— Dataset content —
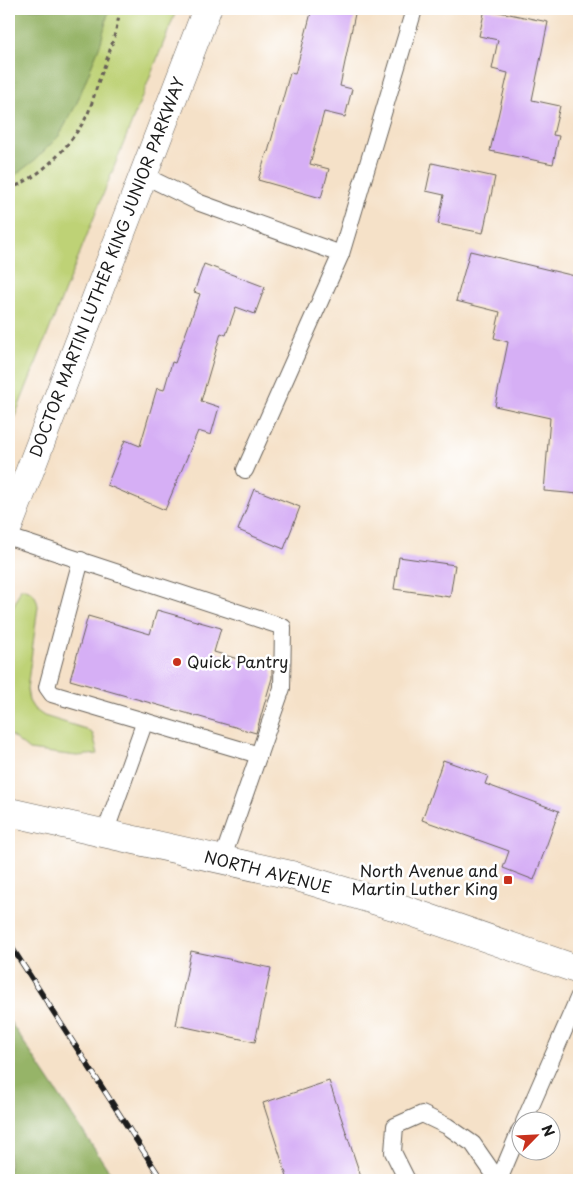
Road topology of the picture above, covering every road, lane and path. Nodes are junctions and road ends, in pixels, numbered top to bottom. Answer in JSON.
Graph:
{"nodes":[{"id":1,"x":120,"y":9,"type":"edge"},
{"id":2,"x":207,"y":9,"type":"edge"},
{"id":3,"x":413,"y":13,"type":"dead end"},
{"id":4,"x":143,"y":175,"type":"junction"},
{"id":5,"x":9,"y":189,"type":"edge"},
{"id":6,"x":340,"y":254,"type":"junction"},
{"id":7,"x":245,"y":470,"type":"dead end"},
{"id":8,"x":9,"y":525,"type":"edge"},
{"id":9,"x":9,"y":537,"type":"edge"},
{"id":10,"x":80,"y":560,"type":"junction"},
{"id":11,"x":145,"y":721,"type":"junction"},
{"id":12,"x":259,"y":755,"type":"junction"},
{"id":13,"x":9,"y":812,"type":"edge"},
{"id":14,"x":105,"y":833,"type":"junction"},
{"id":15,"x":222,"y":860,"type":"junction"},
{"id":16,"x":579,"y":970,"type":"edge"},
{"id":17,"x":579,"y":996,"type":"edge"},
{"id":18,"x":528,"y":1112,"type":"edge"},
{"id":19,"x":510,"y":1153,"type":"edge"},
{"id":20,"x":407,"y":1180,"type":"edge"},
{"id":21,"x":498,"y":1180,"type":"edge"}],
"edges":[{"from":1,"to":5,"type":"path"},
{"from":2,"to":4,"type":"main road","name":"DOCTOR MARTIN LUTHER KING JUNIOR PARKWAY"},
{"from":3,"to":6,"type":"lane"},
{"from":4,"to":6,"type":"lane"},
{"from":4,"to":8,"type":"main road","name":"DOCTOR MARTIN LUTHER KING JUNIOR PARKWAY"},
{"from":6,"to":7,"type":"lane"},
{"from":9,"to":10,"type":"lane"},
{"from":10,"to":11,"type":"lane"},
{"from":10,"to":12,"type":"lane"},
{"from":11,"to":12,"type":"lane"},
{"from":11,"to":14,"type":"lane"},
{"from":12,"to":15,"type":"lane"},
{"from":13,"to":14,"type":"main road","name":"NORTH AVENUE"},
{"from":14,"to":15,"type":"main road","name":"NORTH AVENUE"},
{"from":15,"to":16,"type":"main road","name":"NORTH AVENUE"},
{"from":17,"to":18,"type":"lane"},
{"from":19,"to":21,"type":"lane"},
{"from":20,"to":21,"type":"lane"}]}
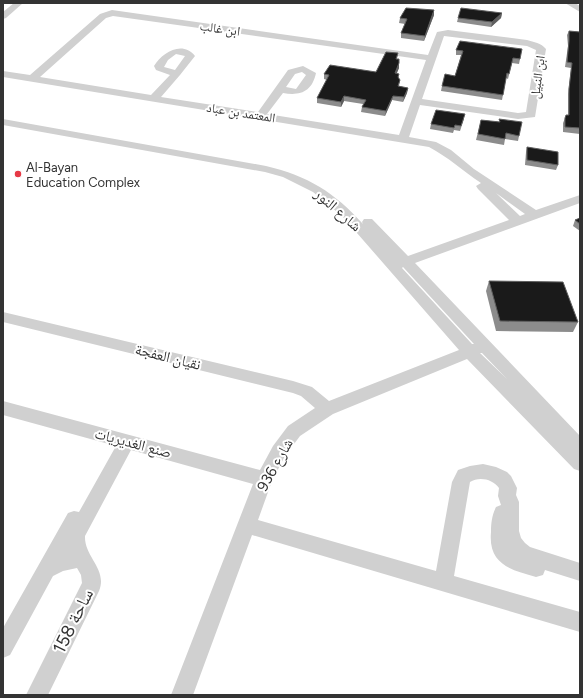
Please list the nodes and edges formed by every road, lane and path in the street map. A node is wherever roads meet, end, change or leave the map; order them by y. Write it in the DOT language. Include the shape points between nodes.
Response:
graph roads {
  1 [pos="19,3"];
  2 [pos="569,3"];
  3 [pos="580,9"];
  4 [pos="3,16"];
  5 [pos="431,58"];
  6 [pos="177,73"];
  7 [pos="3,74"];
  8 [pos="32,79"];
  9 [pos="280,89"];
  10 [pos="154,98"];
  11 [pos="416,100"];
  12 [pos="3,115"];
  13 [pos="261,115"];
  14 [pos="3,122"];
  15 [pos="85,133"];
  16 [pos="403,138"];
  17 [pos="470,171"];
  18 [pos="580,199"];
  19 [pos="536,216"];
  20 [pos="518,222"];
  21 [pos="399,264"];
  22 [pos="3,317"];
  23 [pos="477,349"];
  24 [pos="3,408"];
  25 [pos="327,409"];
  26 [pos="123,440"];
  27 [pos="580,447"];
  28 [pos="580,464"];
  29 [pos="264,479"];
  30 [pos="507,498"];
  31 [pos="247,525"];
  32 [pos="81,558"];
  33 [pos="47,569"];
  34 [pos="580,572"];
  35 [pos="580,578"];
  36 [pos="443,583"];
  37 [pos="580,622"];
  38 [pos="3,648"];
  39 [pos="36,695"];
  40 [pos="182,695"];
  1 -- 4 [label="street"];
  2 -- 3 [label="street"];
  5 -- 8 [label="street, ابن غالب" via="112,13 103,16"];
  5 -- 11 [label="street, ابن النبيل"];
  5 -- 11 [label="street, ابن النبيل" via="439,36 443,33 539,46 541,52 532,113 518,116"];
  6 -- 10 [label="street"];
  7 -- 8 [label="street, المعتمد بن عباد"];
  8 -- 10 [label="street, المعتمد بن عباد"];
  9 -- 13 [label="street"];
  10 -- 13 [label="street, المعتمد بن عباد"];
  11 -- 16 [label="street, ابن النبيل"];
  12 -- 15 [label="street, شارع النور"];
  13 -- 16 [label="street, المعتمد بن عباد"];
  14 -- 15 [label="street, شارع النور"];
  15 -- 21 [label="street, شارع النور" via="287,175 317,189 330,199"];
  16 -- 17 [label="street, المعتمد بن عباد" via="441,147"];
  17 -- 19 [label="street, المعتمد بن عباد"];
  17 -- 20 [label="street, المعتمد بن عباد"];
  18 -- 19 [label="street"];
  19 -- 20 [label="street"];
  20 -- 21 [label="street"];
  21 -- 23 [label="street, شارع النور"];
  22 -- 25 [label="street, نقيان العفجة" via="293,387 306,392"];
  23 -- 25 [label="street, شارع 936"];
  23 -- 27 [label="street, شارع النور"];
  23 -- 28 [label="street, شارع النور"];
  24 -- 26 [label="street, صنع الغديريات"];
  25 -- 29 [label="street, شارع 936" via="294,431 279,451"];
  26 -- 29 [label="street, صنع الغديريات"];
  26 -- 32 [label="street, ساحة 158" via="76,535 75,547"];
  26 -- 33 [label="street"];
  29 -- 31 [label="street, شارع 936"];
  30 -- 34 [label="street" via="510,502 513,545 524,554"];
  30 -- 35 [label="street" via="504,501 499,536 501,550 506,556 521,564"];
  30 -- 36 [label="street" via="508,487 492,473 482,471 464,475"];
  31 -- 36 [label="street"];
  31 -- 40 [label="street, شارع 936"];
  32 -- 33 [label="street" via="60,562"];
  32 -- 39 [label="street, ساحة 158" via="91,572 92,584"];
  33 -- 38 [label="street"];
  36 -- 37 [label="street"];
}
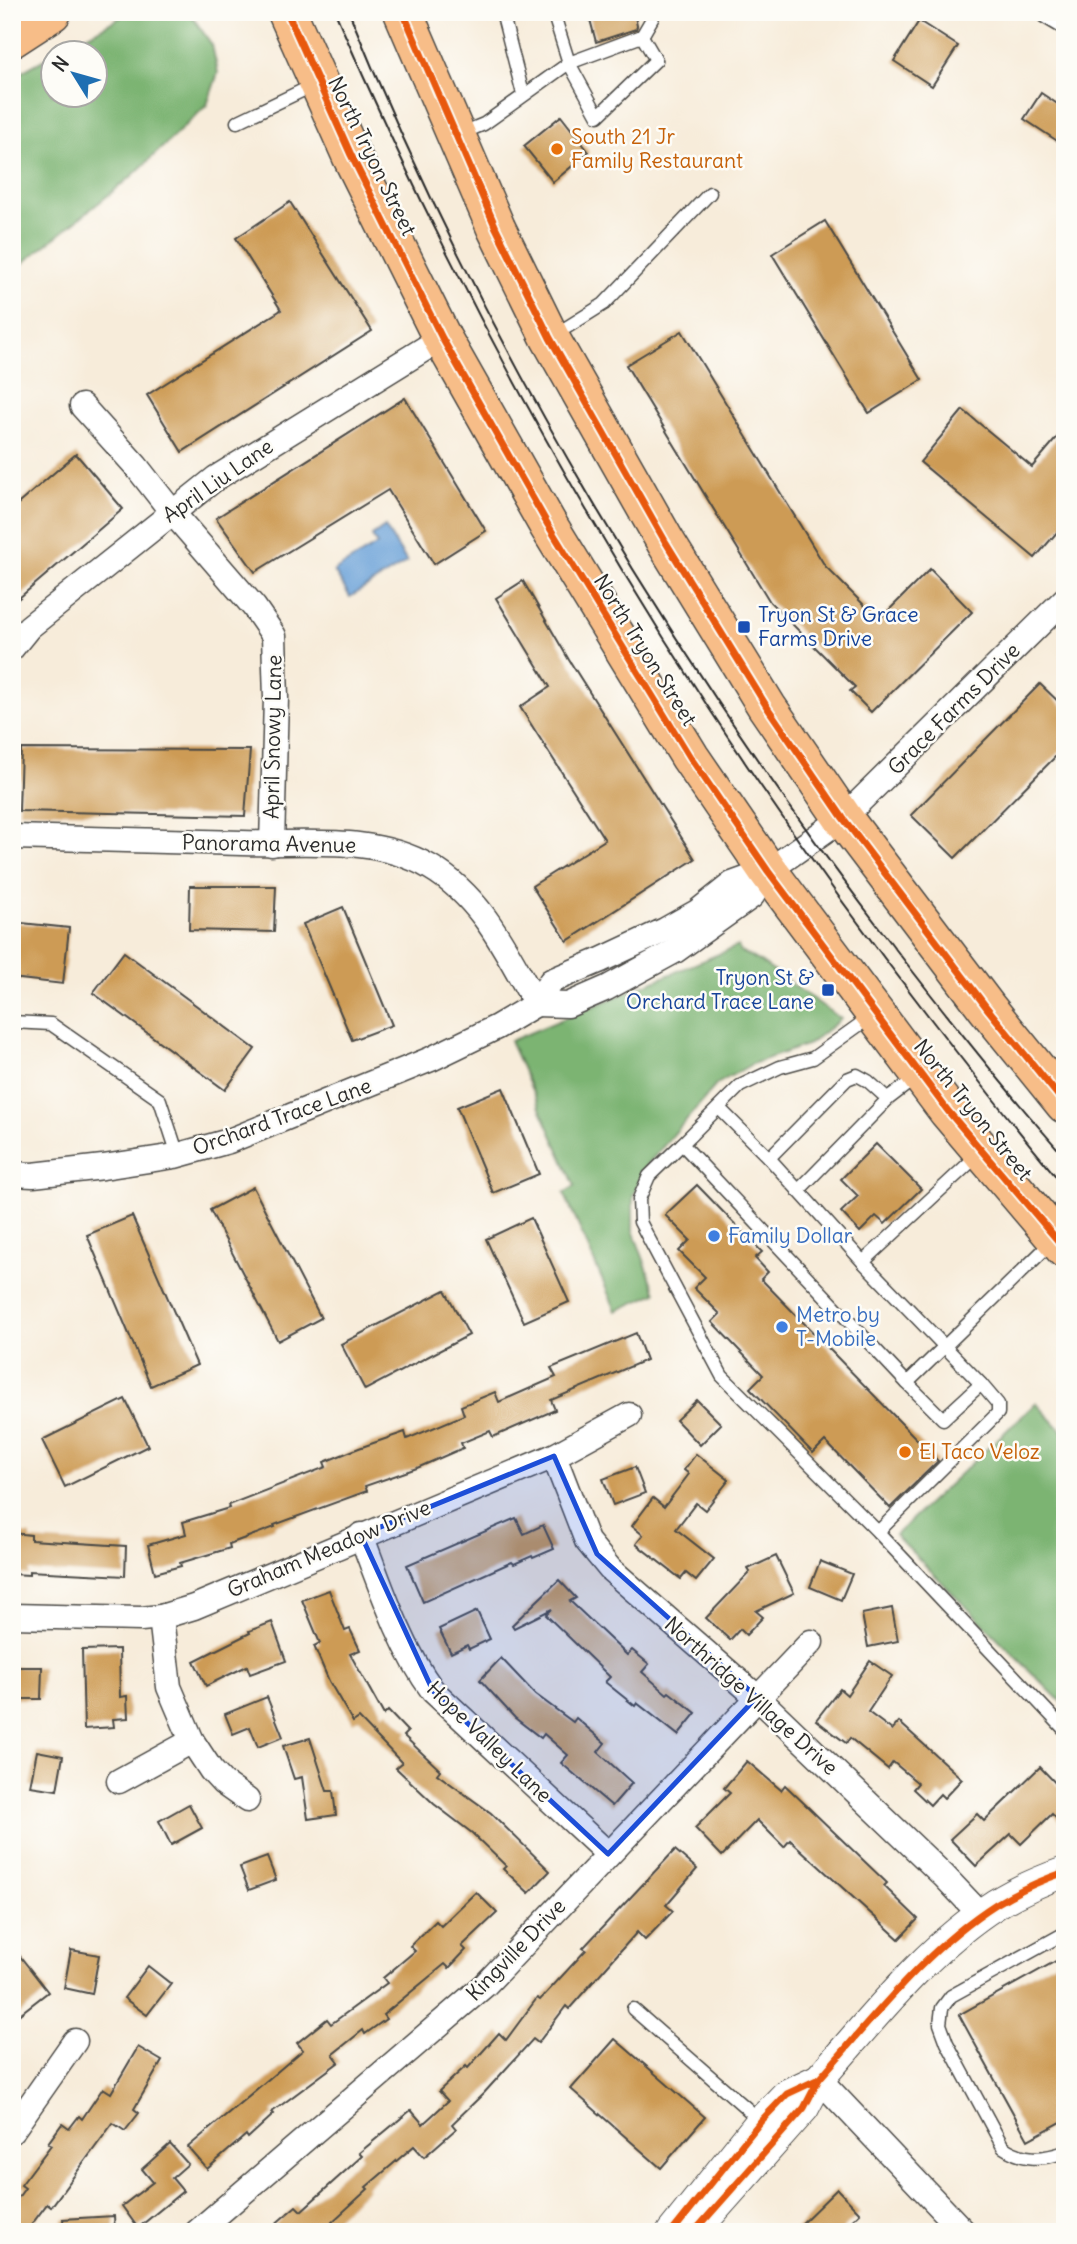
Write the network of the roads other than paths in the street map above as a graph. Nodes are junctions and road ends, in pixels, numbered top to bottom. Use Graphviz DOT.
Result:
graph roads {
  1 [pos="51,12"];
  2 [pos="288,12"];
  3 [pos="403,12"];
  4 [pos="502,12"];
  5 [pos="554,12"];
  6 [pos="652,12"];
  7 [pos="1048,12"];
  8 [pos="1065,22"];
  9 [pos="642,37"];
  10 [pos="12,38"];
  11 [pos="569,63"];
  12 [pos="318,83"];
  13 [pos="523,94"];
  14 [pos="237,121"];
  15 [pos="456,135"];
  16 [pos="710,193"];
  17 [pos="442,338"];
  18 [pos="550,338"];
  19 [pos="82,406"];
  20 [pos="172,512"];
  21 [pos="1065,599"];
  22 [pos="12,648"];
  23 [pos="843,818"];
  24 [pos="12,837"];
  25 [pos="272,844"];
  26 [pos="768,871"];
  27 [pos="536,1004"];
  28 [pos="875,1014"];
  29 [pos="12,1022"];
  30 [pos="920,1074"];
  31 [pos="888,1099"];
  32 [pos="1065,1104"];
  33 [pos="719,1108"];
  34 [pos="682,1144"];
  35 [pos="981,1152"];
  36 [pos="178,1155"];
  37 [pos="769,1157"];
  38 [pos="12,1174"];
  39 [pos="798,1191"];
  40 [pos="1060,1244"];
  41 [pos="863,1262"];
  42 [pos="944,1347"];
  43 [pos="907,1383"];
  44 [pos="981,1384"];
  45 [pos="629,1415"];
  46 [pos="554,1456"];
  47 [pos="878,1532"];
  48 [pos="361,1535"];
  49 [pos="12,1616"];
  50 [pos="161,1616"];
  51 [pos="811,1642"];
  52 [pos="757,1697"];
  53 [pos="1065,1730"];
  54 [pos="192,1741"];
  55 [pos="119,1781"];
  56 [pos="247,1800"];
  57 [pos="608,1854"];
  58 [pos="1065,1872"];
  59 [pos="981,1914"];
  60 [pos="1065,1933"];
  61 [pos="633,2008"];
  62 [pos="75,2041"];
  63 [pos="819,2079"];
  64 [pos="761,2121"];
  65 [pos="12,2131"];
  66 [pos="1065,2152"];
  67 [pos="957,2229"];
  68 [pos="197,2232"];
  69 [pos="672,2232"];
  70 [pos="694,2232"];
  1 -- 10 [label="main road"];
  2 -- 12 [label="main road, North Tryon Street"];
  3 -- 15 [label="main road"];
  4 -- 13 [label="lane"];
  5 -- 11 [label="lane"];
  6 -- 9 [label="lane"];
  7 -- 8 [label="street"];
  9 -- 11 [label="lane"];
  9 -- 11 [label="lane"];
  11 -- 13 [label="lane"];
  12 -- 14 [label="lane"];
  12 -- 17 [label="main road, North Tryon Street"];
  13 -- 15 [label="lane"];
  15 -- 18 [label="main road"];
  16 -- 18 [label="lane"];
  17 -- 20 [label="street, April Liu Lane"];
  17 -- 26 [label="main road, North Tryon Street"];
  18 -- 23 [label="main road"];
  19 -- 20 [label="street, April Snowy Lane"];
  20 -- 22 [label="street, April Liu Lane"];
  20 -- 25 [label="street, April Snowy Lane"];
  21 -- 23 [label="street, Grace Farms Drive"];
  23 -- 26 [label="street, Orchard Trace Lane"];
  23 -- 32 [label="main road"];
  24 -- 25 [label="street, Panorama Avenue"];
  25 -- 27 [label="street, Panorama Avenue"];
  26 -- 27 [label="street, Orchard Trace Lane"];
  26 -- 28 [label="main road, North Tryon Street"];
  27 -- 36 [label="street, Orchard Trace Lane"];
  28 -- 30 [label="main road, North Tryon Street"];
  28 -- 33 [label="lane"];
  29 -- 36 [label="lane"];
  30 -- 31 [label="lane"];
  30 -- 35 [label="main road, North Tryon Street"];
  31 -- 37 [label="lane"];
  31 -- 39 [label="lane"];
  33 -- 34 [label="lane"];
  33 -- 37 [label="lane"];
  34 -- 43 [label="lane"];
  34 -- 47 [label="lane"];
  35 -- 40 [label="main road, North Tryon Street"];
  35 -- 41 [label="lane"];
  36 -- 38 [label="street, Orchard Trace Lane"];
  37 -- 39 [label="lane"];
  39 -- 41 [label="lane"];
  40 -- 42 [label="lane"];
  41 -- 42 [label="lane"];
  42 -- 43 [label="lane"];
  42 -- 44 [label="lane"];
  43 -- 44 [label="lane"];
  44 -- 47 [label="lane"];
  45 -- 46 [label="street, Graham Meadow Drive"];
  46 -- 48 [label="street, Graham Meadow Drive"];
  46 -- 52 [label="street, Northridge Village Drive"];
  47 -- 53 [label="lane"];
  48 -- 50 [label="street, Graham Meadow Drive"];
  48 -- 57 [label="street, Hope Valley Lane"];
  49 -- 50 [label="street, Graham Meadow Drive"];
  50 -- 54 [label="street"];
  51 -- 52 [label="street, Kingville Drive"];
  52 -- 57 [label="street, Kingville Drive"];
  52 -- 59 [label="street, Northridge Village Drive"];
  54 -- 55 [label="street"];
  54 -- 56 [label="street"];
  57 -- 68 [label="street, Kingville Drive"];
  58 -- 59 [label="street"];
  59 -- 63 [label="street"];
  60 -- 66 [label="lane"];
  61 -- 64 [label="lane"];
  62 -- 65 [label="street"];
  63 -- 64 [label="street"];
  63 -- 67 [label="street"];
  63 -- 70 [label="street"];
  64 -- 69 [label="street"];
}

— Exercise instructions —
Go through the records above and return every line that holds the string "MARTIN".

— Worked solution —
{"from":2,"to":4,"type":"main road","name":"DOCTOR MARTIN LUTHER KING JUNIOR PARKWAY"},
{"from":4,"to":8,"type":"main road","name":"DOCTOR MARTIN LUTHER KING JUNIOR PARKWAY"},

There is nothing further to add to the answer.